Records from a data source
Content starts

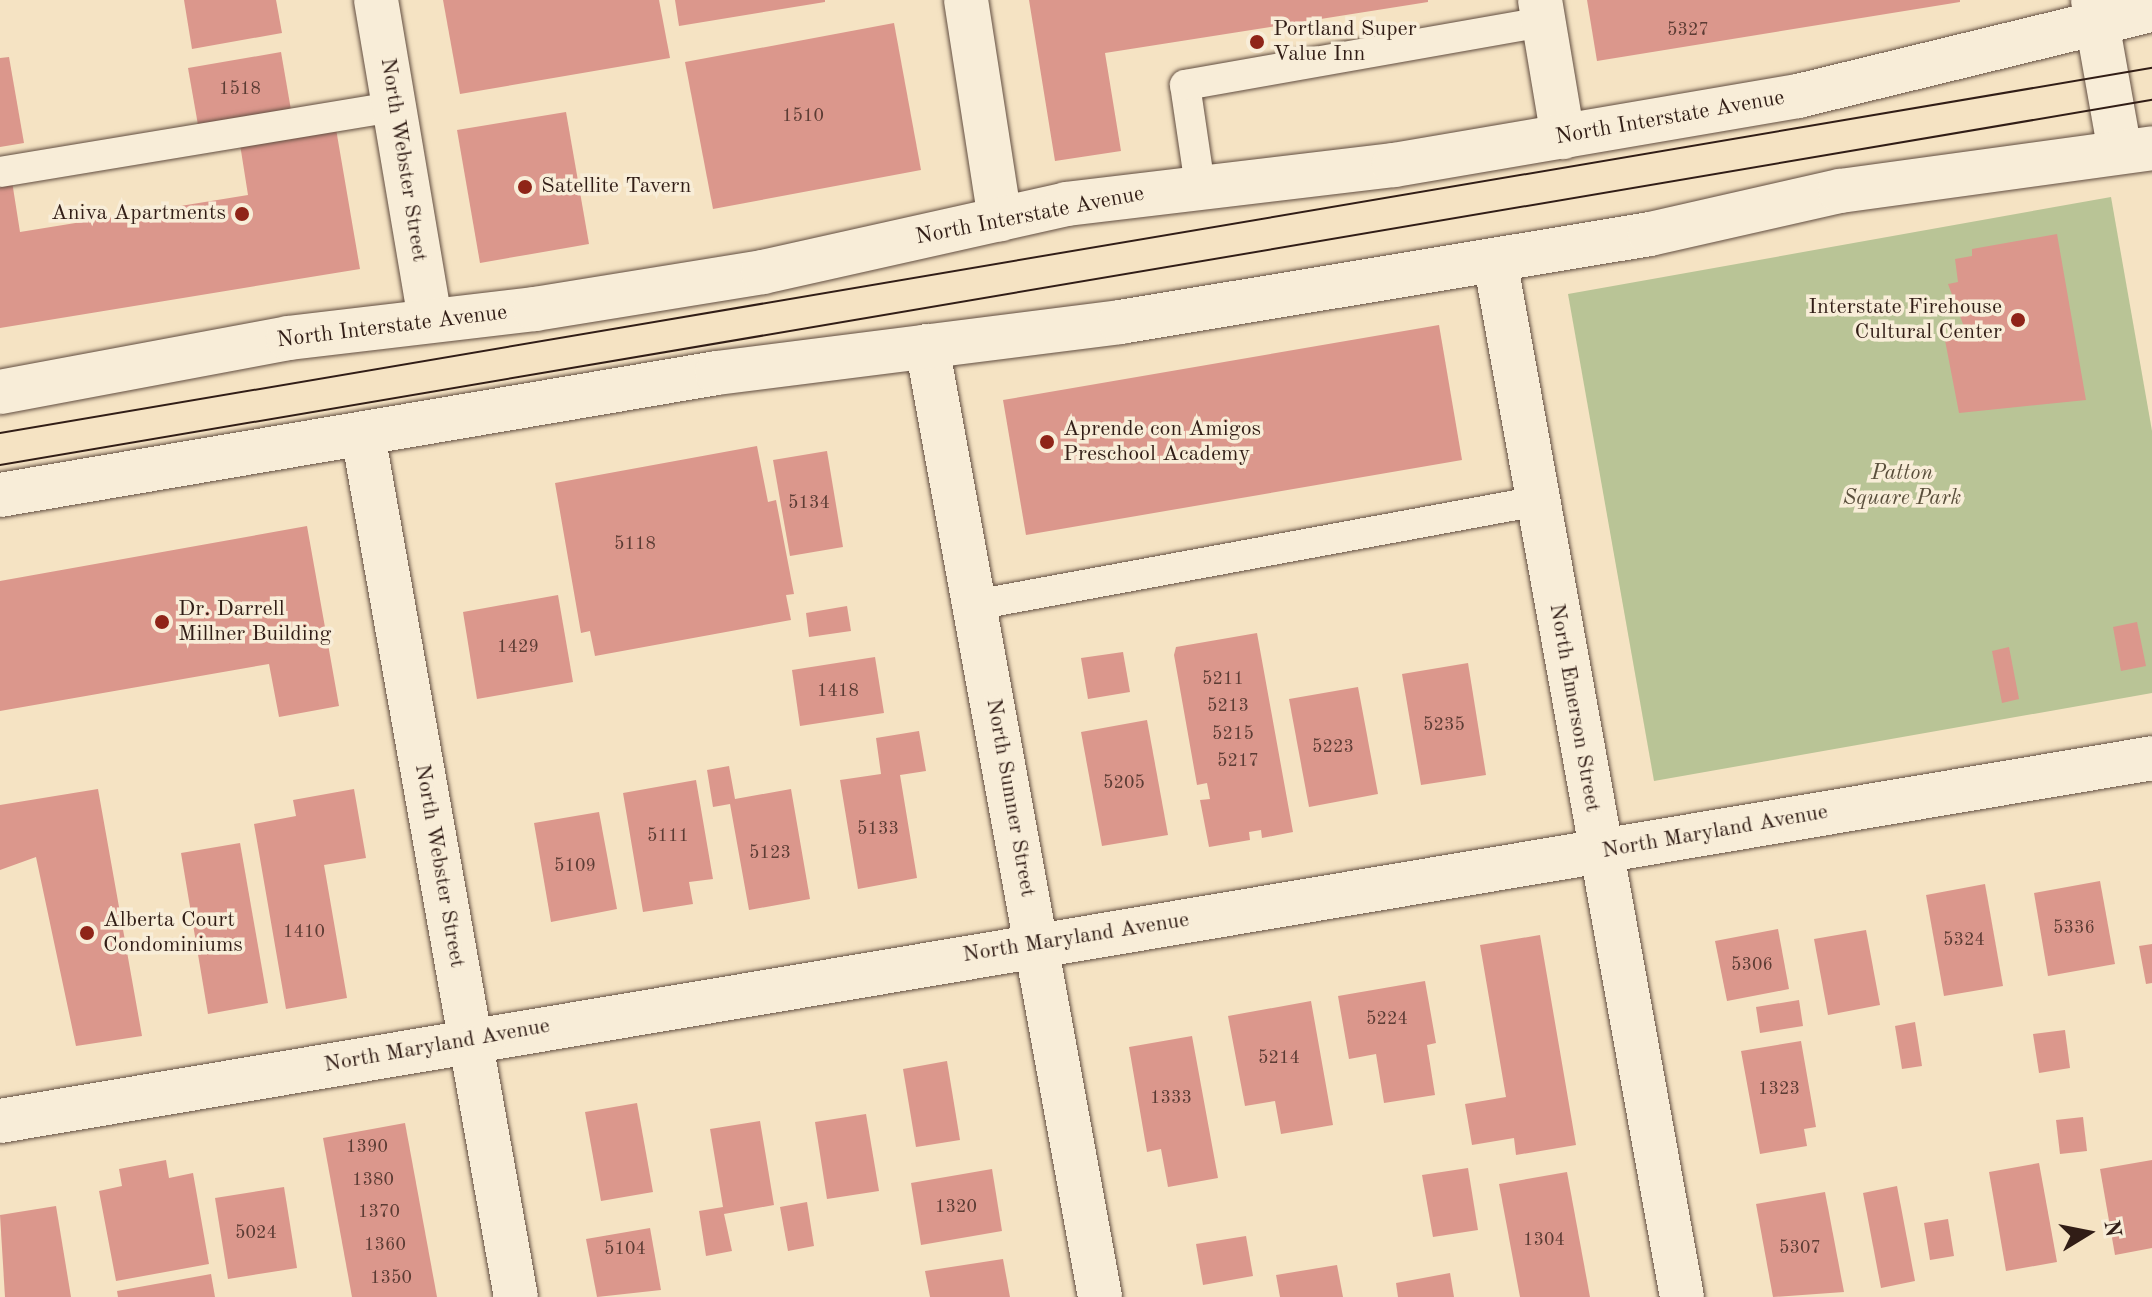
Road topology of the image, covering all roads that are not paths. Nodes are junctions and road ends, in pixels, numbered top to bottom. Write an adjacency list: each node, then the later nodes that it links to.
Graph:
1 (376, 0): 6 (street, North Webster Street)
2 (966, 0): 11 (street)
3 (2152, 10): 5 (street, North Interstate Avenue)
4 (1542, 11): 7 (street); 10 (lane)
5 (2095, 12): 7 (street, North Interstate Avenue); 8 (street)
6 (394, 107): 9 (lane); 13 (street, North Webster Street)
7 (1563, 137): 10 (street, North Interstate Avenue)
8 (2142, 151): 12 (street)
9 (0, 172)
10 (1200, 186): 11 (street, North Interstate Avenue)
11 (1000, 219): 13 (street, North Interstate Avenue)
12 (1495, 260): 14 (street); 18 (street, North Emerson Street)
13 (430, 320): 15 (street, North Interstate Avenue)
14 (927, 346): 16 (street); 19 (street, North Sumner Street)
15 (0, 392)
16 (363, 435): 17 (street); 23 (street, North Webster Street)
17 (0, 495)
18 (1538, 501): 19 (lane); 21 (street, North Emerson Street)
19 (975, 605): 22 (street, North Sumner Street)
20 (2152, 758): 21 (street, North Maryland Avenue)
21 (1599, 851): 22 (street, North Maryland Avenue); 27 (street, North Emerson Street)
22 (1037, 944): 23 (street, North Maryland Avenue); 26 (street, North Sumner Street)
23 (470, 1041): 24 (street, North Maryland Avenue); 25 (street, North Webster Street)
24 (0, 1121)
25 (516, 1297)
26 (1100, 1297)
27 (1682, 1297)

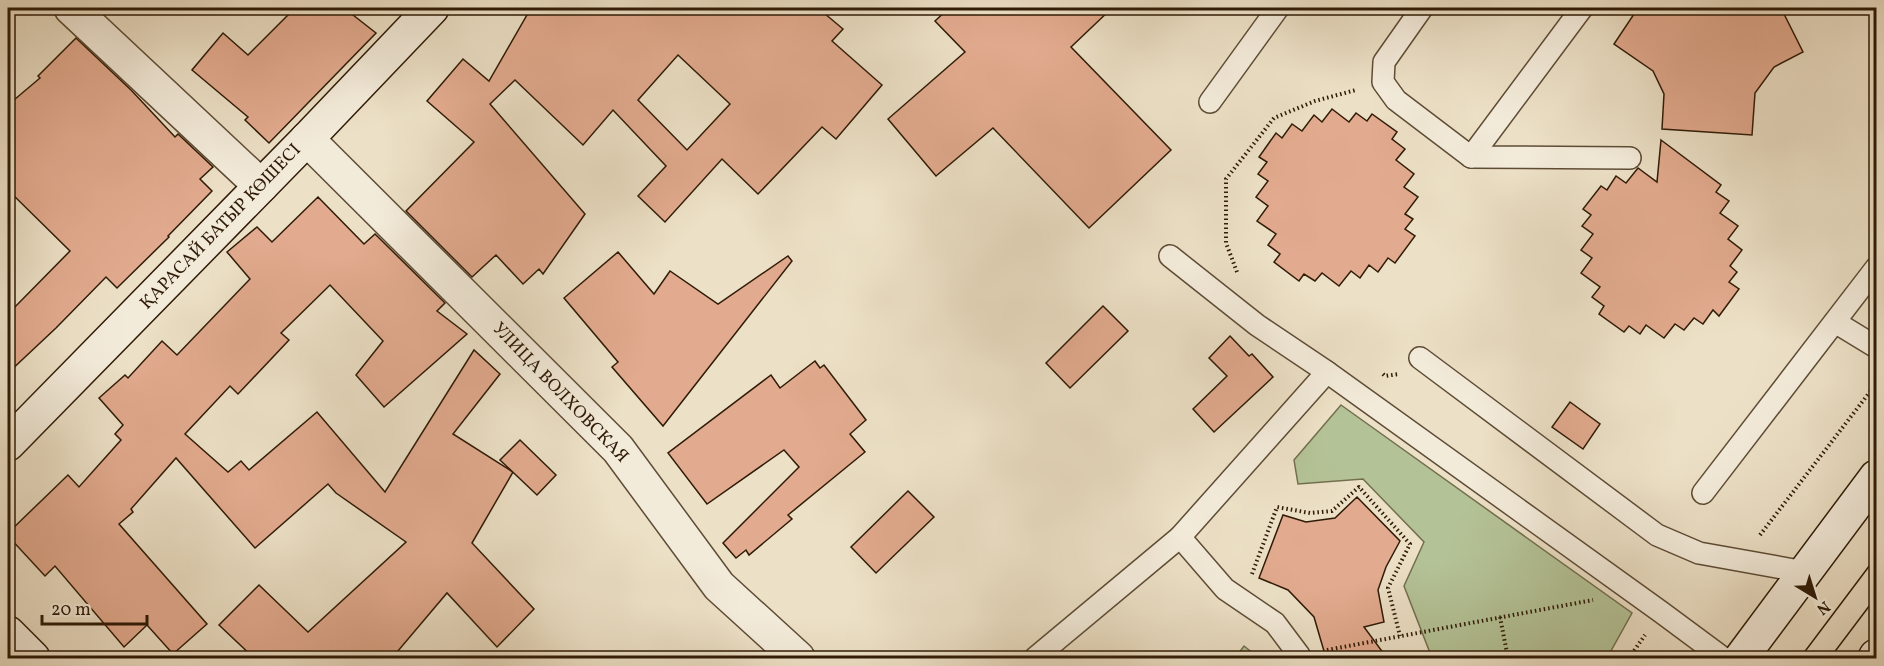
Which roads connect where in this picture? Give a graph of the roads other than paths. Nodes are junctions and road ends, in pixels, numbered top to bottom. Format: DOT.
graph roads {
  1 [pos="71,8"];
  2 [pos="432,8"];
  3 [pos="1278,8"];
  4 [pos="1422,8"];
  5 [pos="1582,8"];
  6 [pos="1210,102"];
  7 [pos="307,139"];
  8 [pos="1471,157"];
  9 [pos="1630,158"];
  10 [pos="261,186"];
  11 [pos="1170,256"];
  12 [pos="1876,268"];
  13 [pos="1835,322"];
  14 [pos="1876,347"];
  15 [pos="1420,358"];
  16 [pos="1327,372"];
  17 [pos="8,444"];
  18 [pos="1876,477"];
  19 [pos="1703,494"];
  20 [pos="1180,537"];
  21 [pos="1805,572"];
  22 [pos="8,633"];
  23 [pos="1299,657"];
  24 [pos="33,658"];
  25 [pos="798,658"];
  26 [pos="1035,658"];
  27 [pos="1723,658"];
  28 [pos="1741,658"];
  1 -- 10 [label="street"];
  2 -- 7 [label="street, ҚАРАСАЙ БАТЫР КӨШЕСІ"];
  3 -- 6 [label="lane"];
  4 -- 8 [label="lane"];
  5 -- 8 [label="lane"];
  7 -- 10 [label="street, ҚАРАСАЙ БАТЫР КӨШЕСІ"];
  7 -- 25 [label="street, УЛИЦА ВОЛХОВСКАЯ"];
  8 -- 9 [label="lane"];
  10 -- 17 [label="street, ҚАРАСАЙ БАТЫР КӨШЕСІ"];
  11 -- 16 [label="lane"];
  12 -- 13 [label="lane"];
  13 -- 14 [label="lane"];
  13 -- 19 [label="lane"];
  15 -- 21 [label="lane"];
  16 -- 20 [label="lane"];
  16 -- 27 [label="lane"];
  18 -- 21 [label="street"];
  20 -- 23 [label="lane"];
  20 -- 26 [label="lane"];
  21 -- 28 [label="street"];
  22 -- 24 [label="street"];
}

Content ends

TASK OBJECTIVE
What you return should match the records line for line, minus the pictures.

SOLUTION FOR THIS PROBLEM
Road topology of the image, covering all roads that are not paths. Nodes are junctions and road ends, in pixels, numbered top to bottom. Write an adjacency list: each node, then the later nodes that it links to.
Graph:
1 (376, 0): 6 (street, North Webster Street)
2 (966, 0): 11 (street)
3 (2152, 10): 5 (street, North Interstate Avenue)
4 (1542, 11): 7 (street); 10 (lane)
5 (2095, 12): 7 (street, North Interstate Avenue); 8 (street)
6 (394, 107): 9 (lane); 13 (street, North Webster Street)
7 (1563, 137): 10 (street, North Interstate Avenue)
8 (2142, 151): 12 (street)
9 (0, 172)
10 (1200, 186): 11 (street, North Interstate Avenue)
11 (1000, 219): 13 (street, North Interstate Avenue)
12 (1495, 260): 14 (street); 18 (street, North Emerson Street)
13 (430, 320): 15 (street, North Interstate Avenue)
14 (927, 346): 16 (street); 19 (street, North Sumner Street)
15 (0, 392)
16 (363, 435): 17 (street); 23 (street, North Webster Street)
17 (0, 495)
18 (1538, 501): 19 (lane); 21 (street, North Emerson Street)
19 (975, 605): 22 (street, North Sumner Street)
20 (2152, 758): 21 (street, North Maryland Avenue)
21 (1599, 851): 22 (street, North Maryland Avenue); 27 (street, North Emerson Street)
22 (1037, 944): 23 (street, North Maryland Avenue); 26 (street, North Sumner Street)
23 (470, 1041): 24 (street, North Maryland Avenue); 25 (street, North Webster Street)
24 (0, 1121)
25 (516, 1297)
26 (1100, 1297)
27 (1682, 1297)

Which roads connect where in this picture? Give a graph of the roads other than paths. Nodes are junctions and road ends, in pixels, numbered top to bottom. Format: DOT.
graph roads {
  1 [pos="71,8"];
  2 [pos="432,8"];
  3 [pos="1278,8"];
  4 [pos="1422,8"];
  5 [pos="1582,8"];
  6 [pos="1210,102"];
  7 [pos="307,139"];
  8 [pos="1471,157"];
  9 [pos="1630,158"];
  10 [pos="261,186"];
  11 [pos="1170,256"];
  12 [pos="1876,268"];
  13 [pos="1835,322"];
  14 [pos="1876,347"];
  15 [pos="1420,358"];
  16 [pos="1327,372"];
  17 [pos="8,444"];
  18 [pos="1876,477"];
  19 [pos="1703,494"];
  20 [pos="1180,537"];
  21 [pos="1805,572"];
  22 [pos="8,633"];
  23 [pos="1299,657"];
  24 [pos="33,658"];
  25 [pos="798,658"];
  26 [pos="1035,658"];
  27 [pos="1723,658"];
  28 [pos="1741,658"];
  1 -- 10 [label="street"];
  2 -- 7 [label="street, ҚАРАСАЙ БАТЫР КӨШЕСІ"];
  3 -- 6 [label="lane"];
  4 -- 8 [label="lane"];
  5 -- 8 [label="lane"];
  7 -- 10 [label="street, ҚАРАСАЙ БАТЫР КӨШЕСІ"];
  7 -- 25 [label="street, УЛИЦА ВОЛХОВСКАЯ"];
  8 -- 9 [label="lane"];
  10 -- 17 [label="street, ҚАРАСАЙ БАТЫР КӨШЕСІ"];
  11 -- 16 [label="lane"];
  12 -- 13 [label="lane"];
  13 -- 14 [label="lane"];
  13 -- 19 [label="lane"];
  15 -- 21 [label="lane"];
  16 -- 20 [label="lane"];
  16 -- 27 [label="lane"];
  18 -- 21 [label="street"];
  20 -- 23 [label="lane"];
  20 -- 26 [label="lane"];
  21 -- 28 [label="street"];
  22 -- 24 [label="street"];
}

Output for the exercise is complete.